Imagine a figura altiva. Um metro e oitenta de altura. Olhar de tigre. Chapelão de aba larga. Pinta de candidato a prefeito da cidade. Promessa de moralidade.
Durante três anos o postulante a herói atuou intensamente nas redes sociais. Bateu na gestão municipal sem dó nem piedade. Tinha solução para tudo e mais um pouco.
Mas, por um golpe do destino, aquele protagonista se viu desempregado. Num país injusto como o Brasil, mesmo um homem instruído cai em desespero.
Eis que uma mente ardilosa, a mais ardilosa da cidade, um olhar oportunista que tudo vê e espreita não perde a chance e sugere ao prefeito: “contrata ele.”
Claro que a historinha acima é mera ficção e qualquer coincidência é só coincidência. Mas, essa ilustração se encaixa bem na política atual das pequenas cidades.
Em Serra Branca, a prefeitura é a principal força eleitoral. Sempre foi e tanto é assim que nas eleições municipais de 2016 saíram duas candidaturas das entranhas do governo.
A eleição de Souzinha em 2016 começou a ser desenhada em 2012, quando o então prefeito Eduardo Torreão foi reeleito.
O vereador Kleber Ribeiro, que entende das coisas, dizia: “Dudu foi reeleito com Souzinha dando as coisas ao povo e o governo calando o debate nas rádios.”
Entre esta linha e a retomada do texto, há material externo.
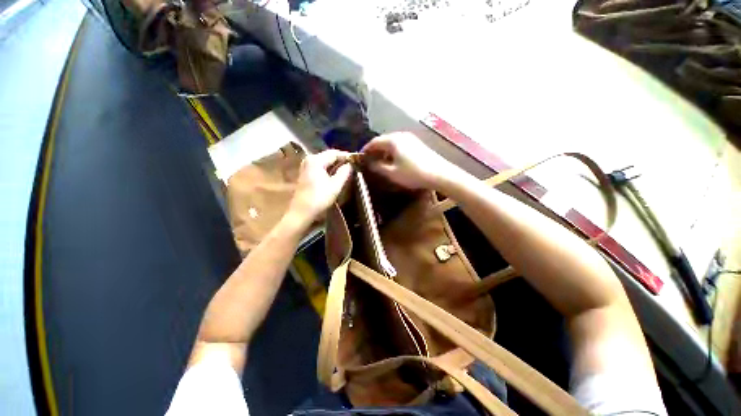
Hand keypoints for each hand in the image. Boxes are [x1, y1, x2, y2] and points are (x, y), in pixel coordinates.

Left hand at [286, 150, 352, 226]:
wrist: (301, 212)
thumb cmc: (319, 198)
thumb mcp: (335, 185)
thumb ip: (344, 172)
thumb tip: (350, 164)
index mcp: (316, 160)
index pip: (334, 153)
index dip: (346, 156)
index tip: (357, 160)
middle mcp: (309, 159)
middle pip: (328, 156)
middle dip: (341, 161)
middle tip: (353, 166)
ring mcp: (306, 166)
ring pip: (324, 162)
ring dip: (335, 166)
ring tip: (347, 171)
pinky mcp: (305, 174)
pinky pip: (320, 167)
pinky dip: (329, 170)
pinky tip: (336, 176)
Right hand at [362, 132, 458, 189]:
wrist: (438, 173)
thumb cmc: (412, 173)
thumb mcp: (392, 173)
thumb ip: (378, 167)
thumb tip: (370, 163)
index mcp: (393, 140)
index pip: (375, 142)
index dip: (366, 149)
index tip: (360, 156)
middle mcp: (401, 135)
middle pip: (384, 140)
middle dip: (375, 149)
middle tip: (369, 159)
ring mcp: (411, 139)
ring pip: (392, 142)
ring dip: (384, 151)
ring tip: (380, 161)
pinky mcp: (417, 144)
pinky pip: (400, 145)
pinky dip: (393, 151)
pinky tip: (394, 160)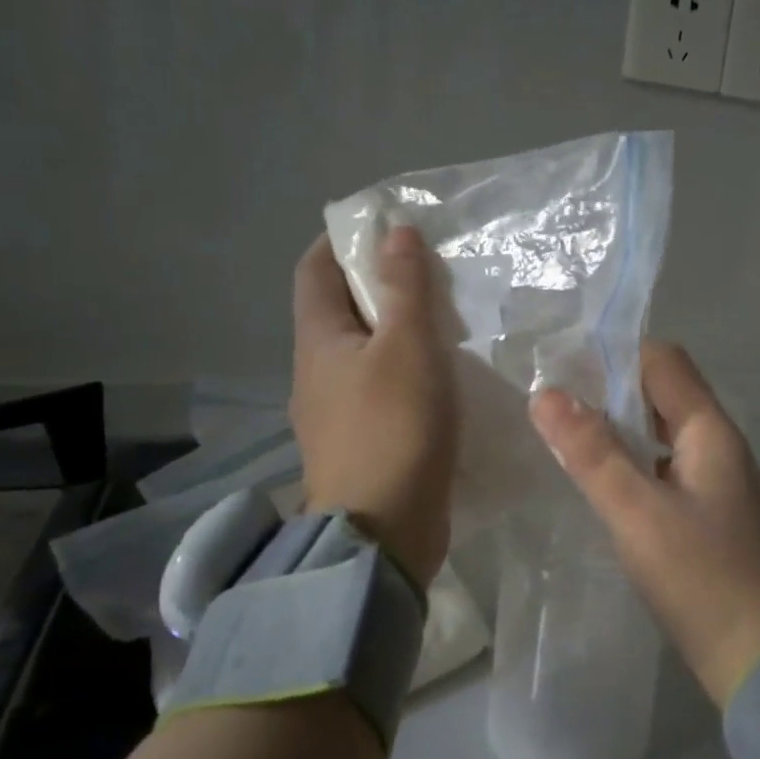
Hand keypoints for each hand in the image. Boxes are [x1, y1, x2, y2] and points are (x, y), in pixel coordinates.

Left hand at [291, 227, 458, 586]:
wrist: (382, 533)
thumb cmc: (393, 429)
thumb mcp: (407, 347)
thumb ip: (404, 288)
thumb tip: (395, 232)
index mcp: (317, 340)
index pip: (315, 268)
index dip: (342, 239)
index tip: (385, 225)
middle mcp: (316, 371)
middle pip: (340, 308)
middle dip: (378, 282)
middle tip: (430, 269)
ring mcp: (336, 411)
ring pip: (364, 350)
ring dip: (396, 328)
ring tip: (444, 316)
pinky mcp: (362, 441)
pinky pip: (380, 386)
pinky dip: (406, 368)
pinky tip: (441, 374)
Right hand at [529, 341, 759, 706]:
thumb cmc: (702, 578)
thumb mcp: (638, 513)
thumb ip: (592, 452)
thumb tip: (545, 393)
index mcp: (710, 431)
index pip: (663, 361)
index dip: (614, 352)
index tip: (560, 362)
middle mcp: (717, 445)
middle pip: (662, 392)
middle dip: (608, 387)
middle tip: (550, 398)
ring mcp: (715, 481)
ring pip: (660, 432)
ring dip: (617, 425)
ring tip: (563, 432)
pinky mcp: (706, 515)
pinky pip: (663, 467)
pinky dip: (629, 460)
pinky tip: (599, 479)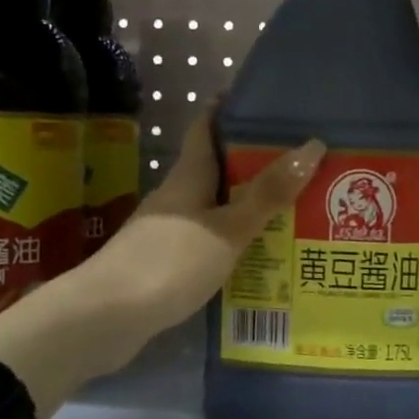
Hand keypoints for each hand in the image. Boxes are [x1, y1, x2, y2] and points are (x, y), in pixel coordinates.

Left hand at [89, 111, 324, 333]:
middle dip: (252, 164)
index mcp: (188, 177)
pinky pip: (207, 241)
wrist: (106, 318)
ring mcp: (166, 231)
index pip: (205, 129)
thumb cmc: (170, 262)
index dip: (227, 110)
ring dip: (245, 207)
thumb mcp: (228, 227)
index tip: (259, 101)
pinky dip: (232, 241)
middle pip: (215, 170)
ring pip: (212, 208)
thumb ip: (268, 193)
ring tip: (290, 211)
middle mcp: (175, 197)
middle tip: (299, 165)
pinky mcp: (163, 263)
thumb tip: (312, 145)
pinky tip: (256, 257)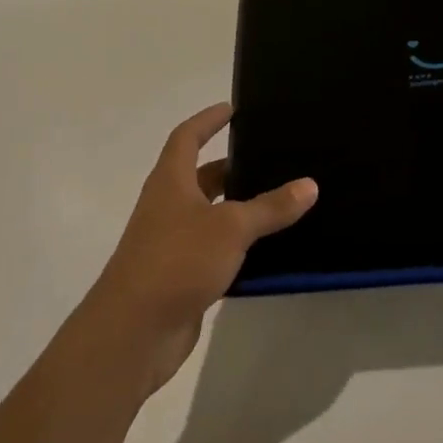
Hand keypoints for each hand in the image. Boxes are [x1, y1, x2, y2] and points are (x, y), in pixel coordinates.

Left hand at [83, 103, 317, 396]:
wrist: (133, 333)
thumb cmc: (177, 261)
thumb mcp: (231, 227)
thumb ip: (271, 207)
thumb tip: (309, 184)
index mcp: (171, 182)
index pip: (187, 137)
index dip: (208, 120)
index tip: (233, 109)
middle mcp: (169, 207)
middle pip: (202, 177)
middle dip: (234, 168)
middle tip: (273, 160)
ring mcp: (173, 244)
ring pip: (212, 216)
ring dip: (240, 209)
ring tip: (282, 201)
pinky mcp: (182, 277)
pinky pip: (216, 250)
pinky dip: (240, 246)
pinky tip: (270, 250)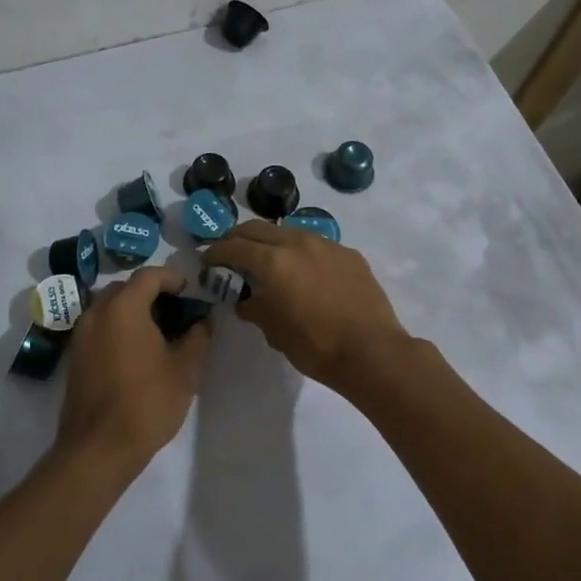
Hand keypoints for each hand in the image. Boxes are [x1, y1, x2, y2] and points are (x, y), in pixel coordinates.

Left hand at [55, 266, 212, 477]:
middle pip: (126, 287)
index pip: (149, 276)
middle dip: (152, 292)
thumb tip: (203, 320)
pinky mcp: (76, 355)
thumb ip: (198, 337)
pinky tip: (138, 351)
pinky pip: (100, 326)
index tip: (191, 292)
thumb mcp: (185, 370)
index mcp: (123, 308)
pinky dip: (119, 326)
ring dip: (134, 309)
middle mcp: (97, 312)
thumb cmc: (147, 403)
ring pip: (110, 306)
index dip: (173, 278)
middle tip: (177, 310)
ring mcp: (81, 334)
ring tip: (160, 331)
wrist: (98, 448)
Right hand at [203, 221, 409, 393]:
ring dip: (271, 241)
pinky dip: (301, 252)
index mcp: (273, 261)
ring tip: (267, 259)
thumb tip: (246, 301)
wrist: (372, 352)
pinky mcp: (349, 254)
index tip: (208, 260)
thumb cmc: (315, 345)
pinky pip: (316, 245)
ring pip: (289, 232)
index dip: (216, 252)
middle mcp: (298, 242)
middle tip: (230, 252)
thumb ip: (254, 308)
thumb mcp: (274, 331)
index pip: (234, 247)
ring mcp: (327, 245)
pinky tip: (304, 272)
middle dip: (239, 238)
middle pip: (258, 228)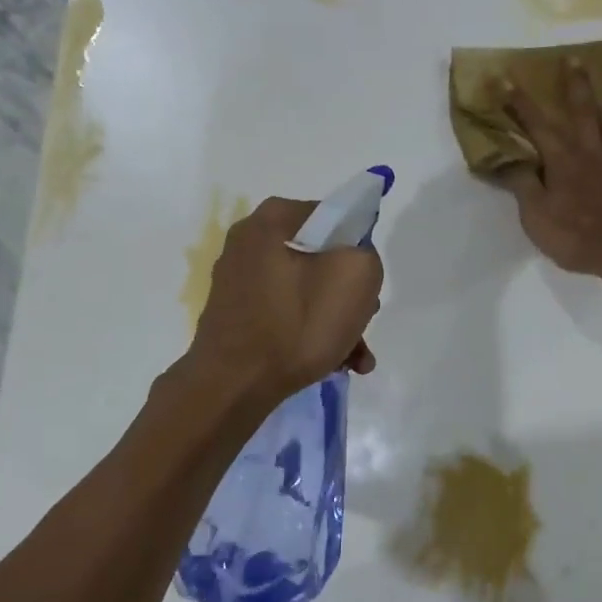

O PT, perdera mais uma eleição e dizia que a candidatura de Alda Dias e Celeste, com o apoio do vice-prefeito Guilherme Gaudêncio, deu a vitória a Eduardo Torreão.
A história se repete. O prefeito é candidato à reeleição. De dentro do governo o vice-prefeito racha e apoia uma terceira candidatura, que pode ser ele próprio em pessoa.
A história tem mais do mesmo. O vereador Kleber Ribeiro está lá outra vez, ao lado do prefeito como seu fiel escudeiro, porta-voz, seu estrategista.
A mesmíssima história. Os partidos de esquerda não conseguem uma aliança mais ampla, como em 2008 e vê o eleitorado de oposição dividido entre duas alternativas.
A máquina da prefeitura à disposição. Um comitê de quatrocentas pessoas contratadas ou penduradas na prefeitura. Um braço direito do porte de Kleber barros. Três chapas à vista.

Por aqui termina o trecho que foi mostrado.